Polynucleotide Phosphorylase (PNPase) is a bifunctional enzyme with a phosphorolytic 3' to 5' exoribonuclease activity and a 3'-terminal oligonucleotide polymerase activity. That is, it dismantles the RNA chain starting at the 3' end and working toward the 5' end. It also synthesizes long, highly heteropolymeric tails in vivo. It accounts for all of the observed residual polyadenylation in strains of Escherichia coli missing the normal polyadenylation enzyme. Discovered by Marianne Grunberg-Manago working in Severo Ochoa's lab in 1955, the RNA-polymerization activity of PNPase was initially believed to be responsible for DNA-dependent synthesis of messenger RNA, a notion that was disproven by the late 1950s.

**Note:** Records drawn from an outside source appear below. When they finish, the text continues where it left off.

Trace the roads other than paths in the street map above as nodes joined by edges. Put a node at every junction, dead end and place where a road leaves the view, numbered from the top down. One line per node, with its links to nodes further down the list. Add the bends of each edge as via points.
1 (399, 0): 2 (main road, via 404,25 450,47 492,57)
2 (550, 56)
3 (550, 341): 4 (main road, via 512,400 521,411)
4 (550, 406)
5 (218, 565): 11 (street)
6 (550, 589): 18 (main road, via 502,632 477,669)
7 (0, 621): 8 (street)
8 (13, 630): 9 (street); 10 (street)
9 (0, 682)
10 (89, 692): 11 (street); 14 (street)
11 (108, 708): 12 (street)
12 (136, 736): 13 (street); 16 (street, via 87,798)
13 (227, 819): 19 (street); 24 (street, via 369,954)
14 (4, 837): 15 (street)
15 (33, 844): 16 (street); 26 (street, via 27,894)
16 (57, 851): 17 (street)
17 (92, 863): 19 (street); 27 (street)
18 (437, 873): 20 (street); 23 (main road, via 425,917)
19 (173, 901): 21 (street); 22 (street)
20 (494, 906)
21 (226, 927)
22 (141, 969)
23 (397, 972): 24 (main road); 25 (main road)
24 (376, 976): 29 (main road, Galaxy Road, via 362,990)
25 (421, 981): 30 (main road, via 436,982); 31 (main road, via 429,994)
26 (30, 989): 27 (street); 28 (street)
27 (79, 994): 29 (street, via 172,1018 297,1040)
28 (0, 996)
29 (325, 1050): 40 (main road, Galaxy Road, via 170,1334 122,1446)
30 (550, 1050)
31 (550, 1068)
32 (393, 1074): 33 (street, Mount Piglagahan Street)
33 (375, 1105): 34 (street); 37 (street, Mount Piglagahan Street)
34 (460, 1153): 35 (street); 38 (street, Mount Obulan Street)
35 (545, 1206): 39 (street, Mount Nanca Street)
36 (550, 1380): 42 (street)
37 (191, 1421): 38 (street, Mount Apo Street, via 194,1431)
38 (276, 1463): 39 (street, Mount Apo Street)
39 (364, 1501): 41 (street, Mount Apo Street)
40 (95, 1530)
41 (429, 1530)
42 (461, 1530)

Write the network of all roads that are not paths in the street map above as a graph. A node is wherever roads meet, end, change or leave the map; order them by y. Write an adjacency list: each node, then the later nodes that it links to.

It is involved in mRNA processing and degradation in bacteria, plants, and animals.

In humans, the enzyme is encoded by the gene. In its active form, the protein forms a ring structure consisting of three PNPase molecules. Each PNPase molecule consists of two RNase PH domains, an S1 RNA binding domain and a K-homology domain. The protein is present in bacteria and in the chloroplasts and mitochondria of some eukaryotic cells. In eukaryotes and archaea, a structurally and evolutionary related complex exists, called the exosome complex.

The same abbreviation (PNPase) is also used for another, otherwise unrelated enzyme, Purine nucleoside phosphorylase.